Kari Mugo

I am a queer writer, born and raised in Nairobi Kenya and spending my formative years in the Midwest. My writing comes from this intersection of cultures and identities in the 21st century. My work has also appeared on Autostraddle.com, Curve Magazine blog, and is slated to appear in anthologies on GLBTQI Africans and Queer Femmes. I serve as a contributor for Mshale.com an African community newspaper and Africans In Motion (AIM) Magazine, both based out of Minnesota. Finalist for the 2015 Beyond the Pure Fellowship for Emerging Writers (through Intermedia Arts, Minneapolis, MN), and trained in Oral History methods and techniques through University Of Mississippi’s Southern Foodways Alliance (Oxford, Mississippi).

Andrea Gutierrez

Most of my clips have been in recent or upcoming issues of make/shift magazine, a print publication, where I am also the assistant editor.

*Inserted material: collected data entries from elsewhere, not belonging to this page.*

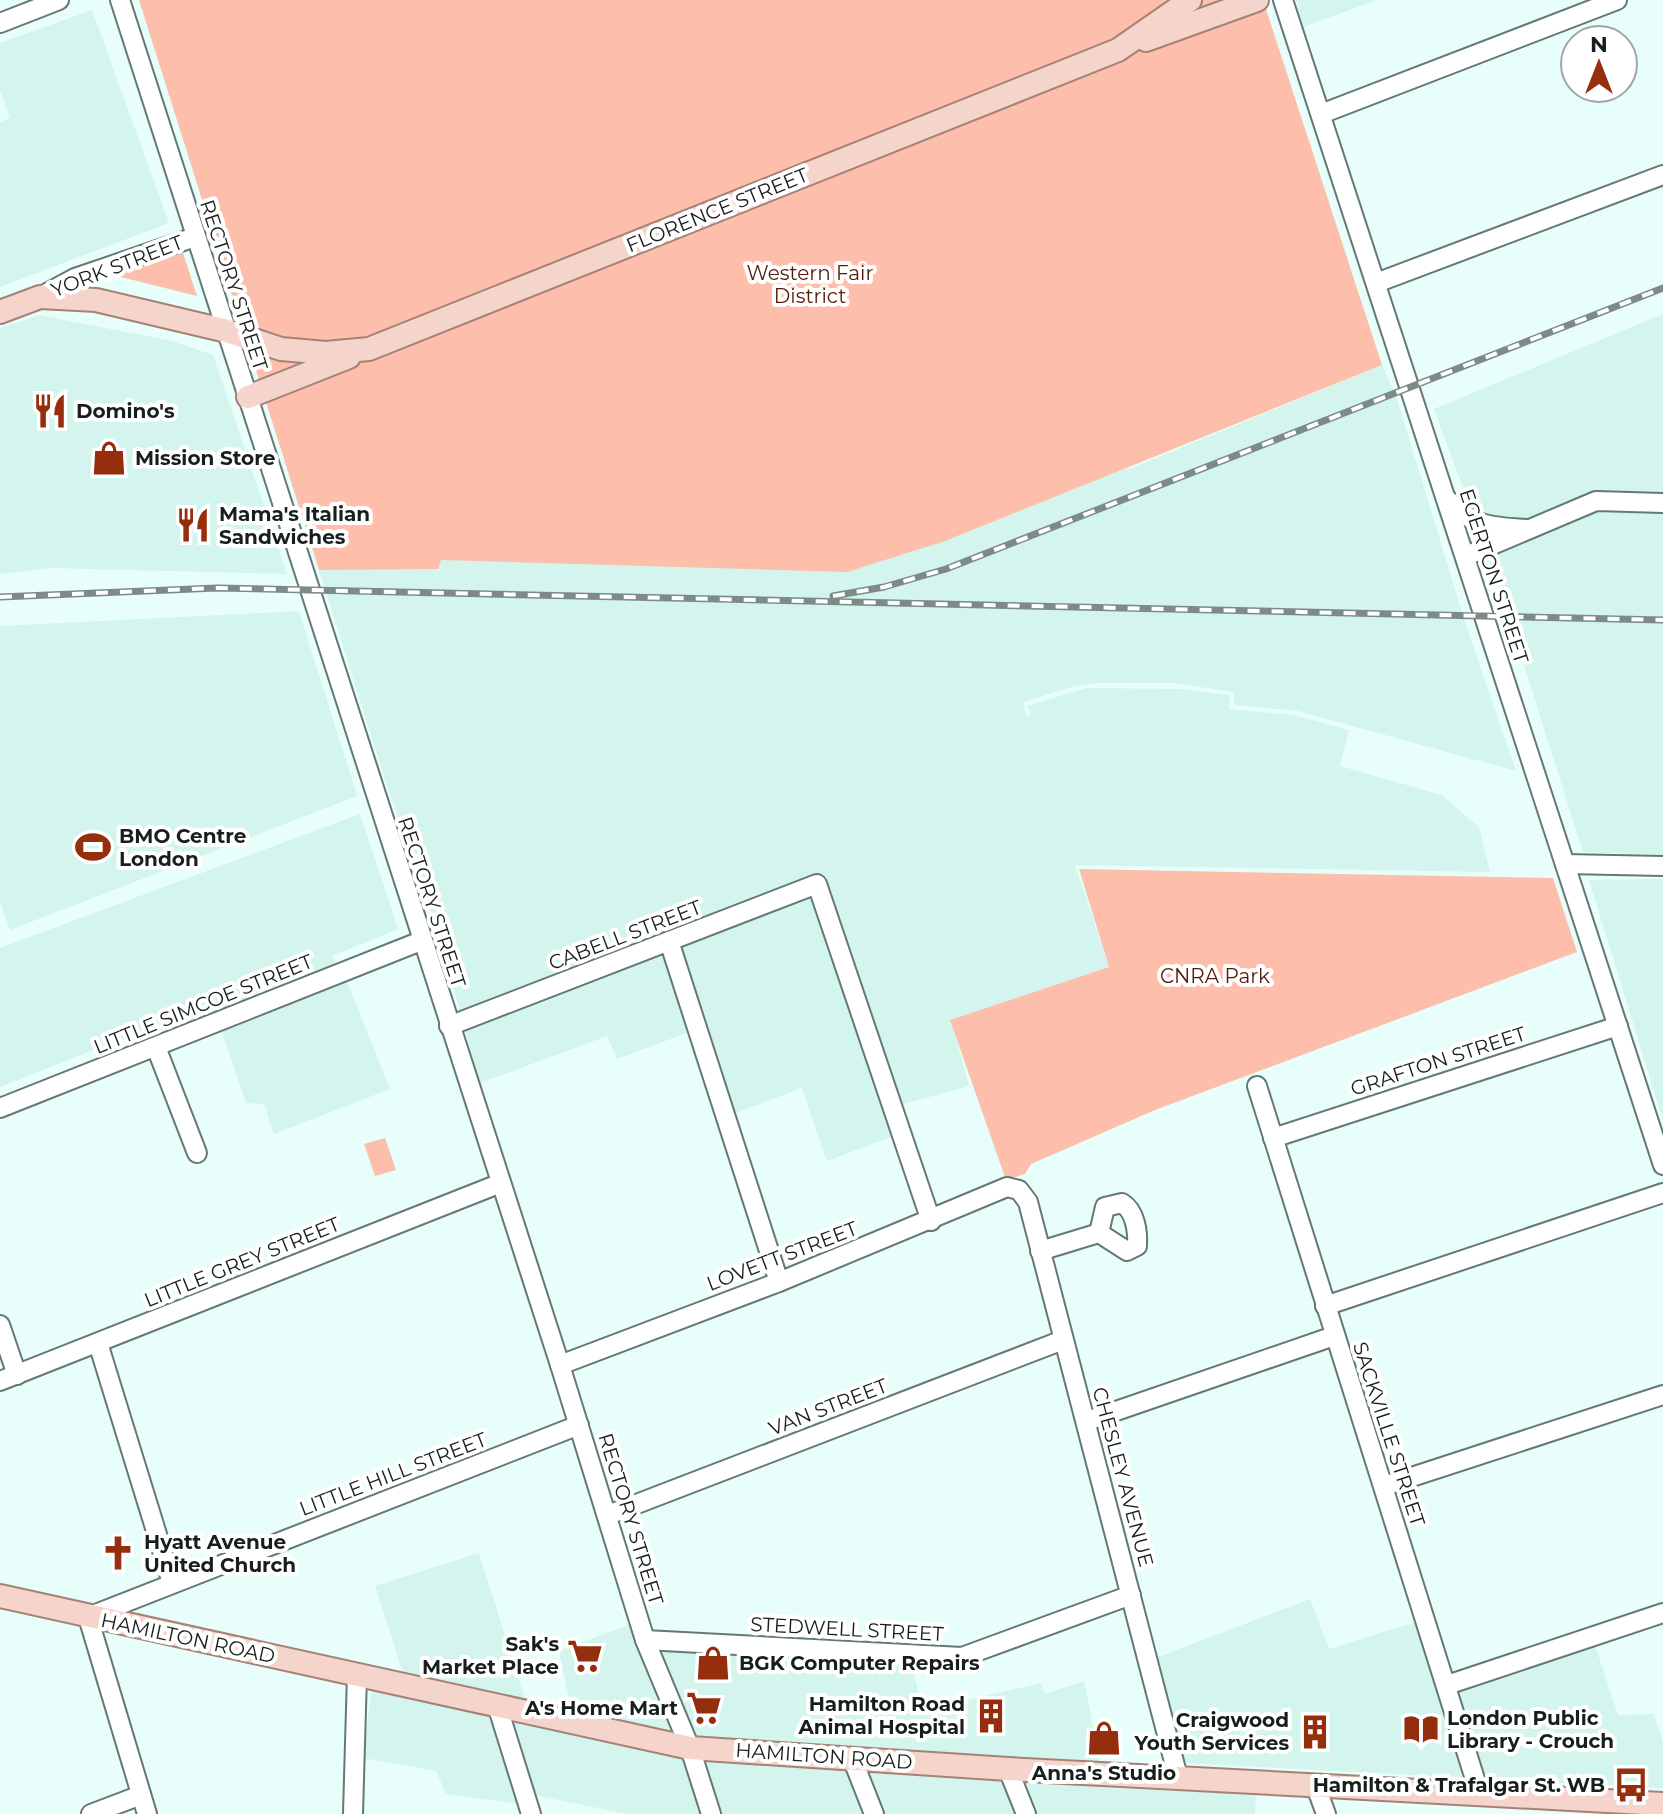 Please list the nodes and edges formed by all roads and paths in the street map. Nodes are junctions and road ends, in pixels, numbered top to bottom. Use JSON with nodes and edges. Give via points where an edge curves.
{"nodes":[{"id":1,"x":59,"y":0,"type":"edge"},
{"id":2,"x":120,"y":0,"type":"edge"},
{"id":3,"x":1190,"y":0,"type":"edge"},
{"id":4,"x":1257,"y":0,"type":"edge"},
{"id":5,"x":1283,"y":0,"type":"edge"},
{"id":6,"x":1617,"y":0,"type":"edge"},
{"id":7,"x":0,"y":23,"type":"edge"},
{"id":8,"x":1118,"y":50,"type":"junction"},
{"id":9,"x":1321,"y":114,"type":"junction"},
{"id":10,"x":1663,"y":175,"type":"edge"},
{"id":11,"x":195,"y":237,"type":"junction"},
{"id":12,"x":1376,"y":283,"type":"junction"},
{"id":13,"x":40,"y":297,"type":"junction"},
{"id":14,"x":0,"y":312,"type":"edge"},
{"id":15,"x":227,"y":331,"type":"junction"},
{"id":16,"x":369,"y":349,"type":"junction"},
{"id":17,"x":248,"y":397,"type":"junction"},
{"id":18,"x":1447,"y":499,"type":"junction"},
{"id":19,"x":1663,"y":503,"type":"edge"},
{"id":20,"x":1536,"y":529,"type":"junction"},
{"id":21,"x":1466,"y":556,"type":"junction"},
{"id":22,"x":1565,"y":864,"type":"junction"},
{"id":23,"x":1663,"y":866,"type":"edge"},
{"id":24,"x":421,"y":941,"type":"junction"},
{"id":25,"x":669,"y":941,"type":"junction"},
{"id":26,"x":449,"y":1026,"type":"junction"},
{"id":27,"x":1618,"y":1026,"type":"junction"},
{"id":28,"x":156,"y":1047,"type":"junction"},
{"id":29,"x":1257,"y":1086,"type":"dead end"},
{"id":30,"x":0,"y":1108,"type":"edge"},
{"id":31,"x":1273,"y":1138,"type":"junction"},
{"id":32,"x":197,"y":1153,"type":"dead end"},
{"id":33,"x":1663,"y":1165,"type":"edge"},
{"id":34,"x":501,"y":1183,"type":"junction"},
{"id":35,"x":1019,"y":1190,"type":"joint"},
{"id":36,"x":1663,"y":1193,"type":"edge"},
{"id":37,"x":931,"y":1221,"type":"junction"},
{"id":38,"x":1099,"y":1233,"type":"dead end"},
{"id":39,"x":1040,"y":1251,"type":"junction"},
{"id":40,"x":779,"y":1282,"type":"junction"},
{"id":41,"x":1325,"y":1306,"type":"junction"},
{"id":42,"x":0,"y":1325,"type":"edge"},
{"id":43,"x":1334,"y":1336,"type":"junction"},
{"id":44,"x":1063,"y":1340,"type":"junction"},
{"id":45,"x":98,"y":1343,"type":"junction"},
{"id":46,"x":560,"y":1365,"type":"junction"},
{"id":47,"x":8,"y":1378,"type":"edge"},
{"id":48,"x":1663,"y":1395,"type":"edge"},
{"id":49,"x":1087,"y":1421,"type":"junction"},
{"id":50,"x":579,"y":1425,"type":"junction"},
{"id":51,"x":1384,"y":1486,"type":"junction"},
{"id":52,"x":608,"y":1515,"type":"junction"},
{"id":53,"x":172,"y":1583,"type":"junction"},
{"id":54,"x":1131,"y":1595,"type":"junction"},
{"id":55,"x":0,"y":1596,"type":"edge"},
{"id":56,"x":1663,"y":1613,"type":"edge"},
{"id":57,"x":88,"y":1617,"type":"junction"},
{"id":58,"x":645,"y":1640,"type":"junction"},
{"id":59,"x":357,"y":1674,"type":"junction"},
{"id":60,"x":1447,"y":1685,"type":"junction"},
{"id":61,"x":497,"y":1705,"type":"junction"},
{"id":62,"x":690,"y":1748,"type":"junction"},
{"id":63,"x":852,"y":1758,"type":"junction"},
{"id":64,"x":1008,"y":1769,"type":"junction"},
{"id":65,"x":1178,"y":1777,"type":"junction"},
{"id":66,"x":1315,"y":1784,"type":"junction"},
{"id":67,"x":141,"y":1795,"type":"junction"},
{"id":68,"x":1480,"y":1795,"type":"junction"},
{"id":69,"x":1655,"y":1807,"type":"edge"},
{"id":70,"x":91,"y":1814,"type":"edge"},
{"id":71,"x":147,"y":1814,"type":"edge"},
{"id":72,"x":353,"y":1814,"type":"edge"},
{"id":73,"x":531,"y":1814,"type":"edge"},
{"id":74,"x":711,"y":1814,"type":"edge"},
{"id":75,"x":874,"y":1814,"type":"edge"},
{"id":76,"x":1026,"y":1814,"type":"edge"},
{"id":77,"x":1326,"y":1814,"type":"edge"}],
"edges":[{"from":1,"to":7,"type":"street"},
{"from":2,"to":11,"type":"street","name":"RECTORY STREET"},
{"from":3,"to":8,"type":"main road","name":"FLORENCE STREET"},
{"from":4,"to":8,"type":"main road"},
{"from":5,"to":9,"type":"street","name":"EGERTON STREET"},
{"from":6,"to":9,"type":"street"},
{"from":8,"to":16,"type":"main road","name":"FLORENCE STREET"},
{"from":9,"to":12,"type":"street","name":"EGERTON STREET"},
{"from":10,"to":12,"type":"street"},
{"from":11,"to":13,"type":"street","name":"YORK STREET","via":[[75,278]]},
{"from":11,"to":15,"type":"street","name":"RECTORY STREET"},
{"from":12,"to":18,"type":"street","name":"EGERTON STREET"},
{"from":13,"to":14,"type":"main road","name":"YORK STREET"},
{"from":13,"to":15,"type":"main road","name":"YORK STREET","via":[[96,300]]},
{"from":15,"to":16,"type":"main road","name":"FLORENCE STREET","via":[[281,349]]},
{"from":15,"to":17,"type":"street","name":"RECTORY STREET"},
{"from":16,"to":17,"type":"main road"},
{"from":17,"to":24,"type":"street","name":"RECTORY STREET"},
{"from":18,"to":20,"type":"street","via":[[1484,526]]},
{"from":18,"to":21,"type":"street","name":"EGERTON STREET"},
{"from":19,"to":20,"type":"street","via":[[1596,501]]},
{"from":20,"to":21,"type":"street"},
{"from":21,"to":22,"type":"street","name":"EGERTON STREET"},
{"from":22,"to":23,"type":"street"},
{"from":22,"to":27,"type":"street","name":"EGERTON STREET"},
{"from":24,"to":26,"type":"street","name":"RECTORY STREET"},
{"from":24,"to":28,"type":"street","name":"LITTLE SIMCOE STREET"},
{"from":25,"to":26,"type":"street","name":"CABELL STREET"},
{"from":25,"to":37,"type":"street","name":"CABELL STREET","via":[[817,884]]},
{"from":25,"to":40,"type":"street"},
{"from":26,"to":34,"type":"street","name":"RECTORY STREET"},
{"from":27,"to":31,"type":"street","name":"GRAFTON STREET"},
{"from":27,"to":33,"type":"street","name":"EGERTON STREET"},
{"from":28,"to":30,"type":"street","name":"LITTLE SIMCOE STREET"},
{"from":28,"to":32,"type":"street"},
{"from":29,"to":31,"type":"street","name":"SACKVILLE STREET"},
{"from":31,"to":41,"type":"street","name":"SACKVILLE STREET"},
{"from":34,"to":45,"type":"street","name":"LITTLE GREY STREET"},
{"from":34,"to":46,"type":"street","name":"RECTORY STREET"},
{"from":35,"to":37,"type":"street","name":"LOVETT STREET","via":[[1007,1187]]},
{"from":35,"to":39,"type":"street","name":"CHESLEY AVENUE","via":[[1028,1202]]},
{"from":36,"to":41,"type":"street"},
{"from":37,"to":40,"type":"street","name":"LOVETT STREET"},
{"from":38,"to":39,"type":"street"},
{"from":39,"to":44,"type":"street","name":"CHESLEY AVENUE"},
{"from":40,"to":46,"type":"street","name":"LOVETT STREET"},
{"from":41,"to":43,"type":"street","name":"SACKVILLE STREET"},
{"from":42,"to":47,"type":"street"},
{"from":43,"to":49,"type":"street"},
{"from":43,"to":51,"type":"street","name":"SACKVILLE STREET"},
{"from":44,"to":49,"type":"street","name":"CHESLEY AVENUE"},
{"from":44,"to":52,"type":"street","name":"VAN STREET"},
{"from":45,"to":47,"type":"street","name":"LITTLE GREY STREET"},
{"from":45,"to":53,"type":"street"},
{"from":46,"to":50,"type":"street","name":"RECTORY STREET"},
{"from":48,"to":51,"type":"street"},
{"from":49,"to":54,"type":"street","name":"CHESLEY AVENUE"},
{"from":50,"to":52,"type":"street","name":"RECTORY STREET"},
{"from":50,"to":53,"type":"street","name":"LITTLE HILL STREET"},
{"from":51,"to":60,"type":"street","name":"SACKVILLE STREET"},
{"from":52,"to":58,"type":"street","name":"RECTORY STREET"},
{"from":53,"to":57,"type":"street","name":"LITTLE HILL STREET"},
{"from":54,"to":58,"type":"street","name":"STEDWELL STREET","via":[[962,1657]]},
{"from":54,"to":65,"type":"street","name":"CHESLEY AVENUE"},
{"from":55,"to":57,"type":"main road","name":"HAMILTON ROAD"},
{"from":56,"to":60,"type":"street"},
{"from":57,"to":59,"type":"main road","name":"HAMILTON ROAD"},
{"from":57,"to":67,"type":"street"},
{"from":58,"to":62,"type":"street","name":"RECTORY STREET"},
{"from":59,"to":61,"type":"main road","name":"HAMILTON ROAD"},
{"from":59,"to":72,"type":"street"},
{"from":60,"to":68,"type":"street","name":"SACKVILLE STREET"},
{"from":61,"to":62,"type":"main road","name":"HAMILTON ROAD"},
{"from":61,"to":73,"type":"street"},
{"from":62,"to":63,"type":"main road","name":"HAMILTON ROAD"},
{"from":62,"to":74,"type":"street","name":"RECTORY STREET"},
{"from":63,"to":64,"type":"main road","name":"HAMILTON ROAD"},
{"from":63,"to":75,"type":"street"},
{"from":64,"to":65,"type":"main road","name":"HAMILTON ROAD"},
{"from":64,"to":76,"type":"street"},
{"from":65,"to":66,"type":"main road","name":"HAMILTON ROAD"},
{"from":66,"to":68,"type":"main road","name":"HAMILTON ROAD"},
{"from":66,"to":77,"type":"street"},
{"from":67,"to":70,"type":"street"},
{"from":67,"to":71,"type":"street"},
{"from":68,"to":69,"type":"main road","name":"HAMILTON ROAD"}]} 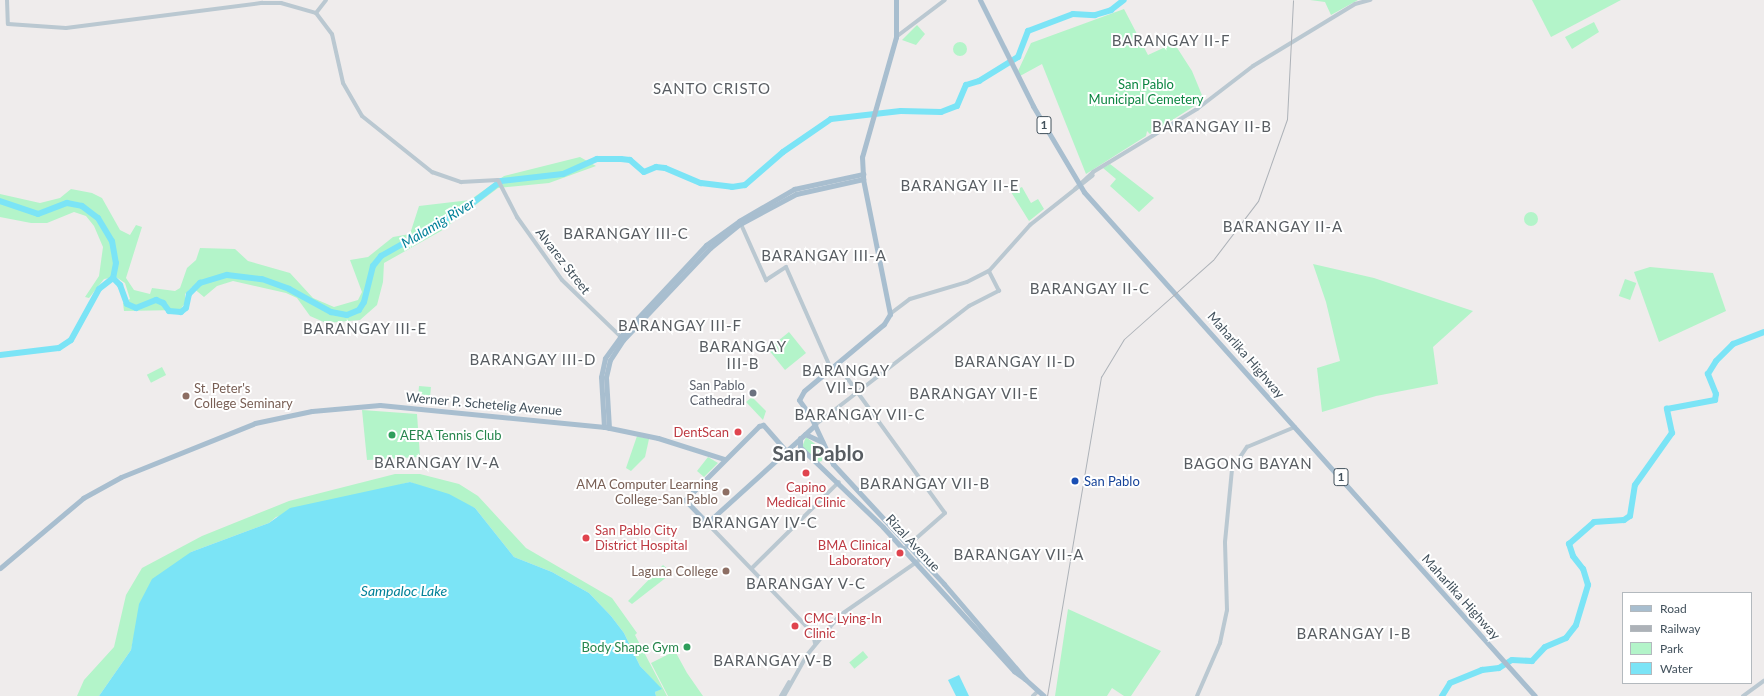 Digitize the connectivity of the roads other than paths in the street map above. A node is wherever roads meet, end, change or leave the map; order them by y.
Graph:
1 (7, 0) edge
2 (326, 0) edge
3 (896, 0) edge
4 (945, 0) edge
5 (980, 0) edge
6 (1370, 0) edge
7 (316, 13) junction
8 (896, 37) junction
9 (863, 176) junction
10 (1077, 186) junction
11 (740, 222) junction
12 (989, 271) junction
13 (890, 314) junction
14 (622, 338) junction
15 (837, 364) junction
16 (831, 369) junction
17 (856, 392) junction
18 (815, 425) junction
19 (607, 427) junction
20 (1295, 427) junction
21 (805, 434) junction
22 (800, 438) junction
23 (822, 442) junction
24 (795, 443) junction
25 (800, 447) junction
26 (786, 451) junction
27 (724, 459) junction
28 (839, 482) junction
29 (707, 523) junction
30 (906, 547) junction
31 (919, 561) junction
32 (0, 568) edge
33 (752, 568) junction
34 (813, 632) junction
35 (823, 633) junction
36 (815, 643) junction
37 (790, 681) junction
38 (1764, 681) edge
39 (1038, 691) junction
40 (781, 696) edge
41 (784, 696) edge
42 (1033, 696) edge
43 (1044, 696) edge
44 (1197, 696) edge
45 (1535, 696) edge
46 (1743, 696) edge

1 - 7 street
2 - 7 street
3 - 8 main road
4 - 8 street
5 - 10 main road, Maharlika Highway / 1
6 - 10 street
7 - 14 street, Alvarez Street
8 - 9 main road
9 - 11 main road
9 - 13 main road
10 - 12 street
10 - 20 main road, Maharlika Highway / 1
11 - 14 main road
11 - 16 street
12 - 13 street
12 - 17 street
13 - 15 main road
14 - 19 main road
15 - 16 main road
15 - 17 street
16 - 18 main road, Rizal Avenue
17 - 18 street
17 - 30 street
18 - 21 main road
18 - 23 main road, Rizal Avenue
19 - 27 main road, Werner P. Schetelig Avenue
19 - 32 main road, Werner P. Schetelig Avenue
20 - 44 street
20 - 45 main road, Maharlika Highway / 1
21 - 22 main road
21 - 23 main road
22 - 24 main road
22 - 25 main road
23 - 30 main road, Rizal Avenue
24 - 25 main road, Rizal Avenue
24 - 26 main road
25 - 28 main road, Rizal Avenue
26 - 27 main road
26 - 29 main road
27 - 29 main road
28 - 30 main road, Rizal Avenue
28 - 33 street
29 - 33 street
30 - 31 main road, Rizal Avenue
31 - 35 street
31 - 39 main road, Rizal Avenue
33 - 34 street
34 - 35 street
34 - 36 street
35 - 36 street
36 - 37 street
37 - 40 street
37 - 41 street
38 - 46 street
39 - 42 street
39 - 43 main road, Rizal Avenue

Clips include a write-up of the first women and climate change conference in Bali in 2014, an interview with one of the co-founders of Radical Monarchs (formerly Radical Brownies), and a review of the book “Compañeras” Zapatista Women’s Stories.” I was also the copy desk chief of the Los Angeles Review of Books, managing copyediting, fact-checking, and proofreading of their web and print properties.

Janessa E. Robinson

Janessa E. Robinson is a Chicago native. She earned her Bachelor of Arts degree in Communication with a minor in Philosophy from Tulane University in New Orleans, LA. She is a Black feminist and social justice activist. She currently resides in Washington, D.C.

Stephanie Phillips

I am an Editor at Progressive Digital Media and a freelance writer. My work has been published on Collapse Board, Media Diversified and The F Word. I edit my own blog about women in music called Don’t Dance Her Down Boys, I play in black feminist punk band, Big Joanie and I also DJ occasionally as part of the DJ team Bloody Ice Cream.

Caitlin Cruz

I’ve lived all over the US and will go anywhere for a story.

Topics

Catherine (Cate) Young

I can pretty much do anything, but my favourite things to write about and discuss are the feminist intersections of pop culture. I love television, I love movies and I love talking about what television and movies say about us as a collective. I can write for eternity about the way sexuality is perceived differently by race and how history feeds into those assumptions, but I can also write about the amazing way that Frozen subverted the “true love” trope and what it means to have overtly feminist media representations for children. If you need something written about pop culture, I’m your gal.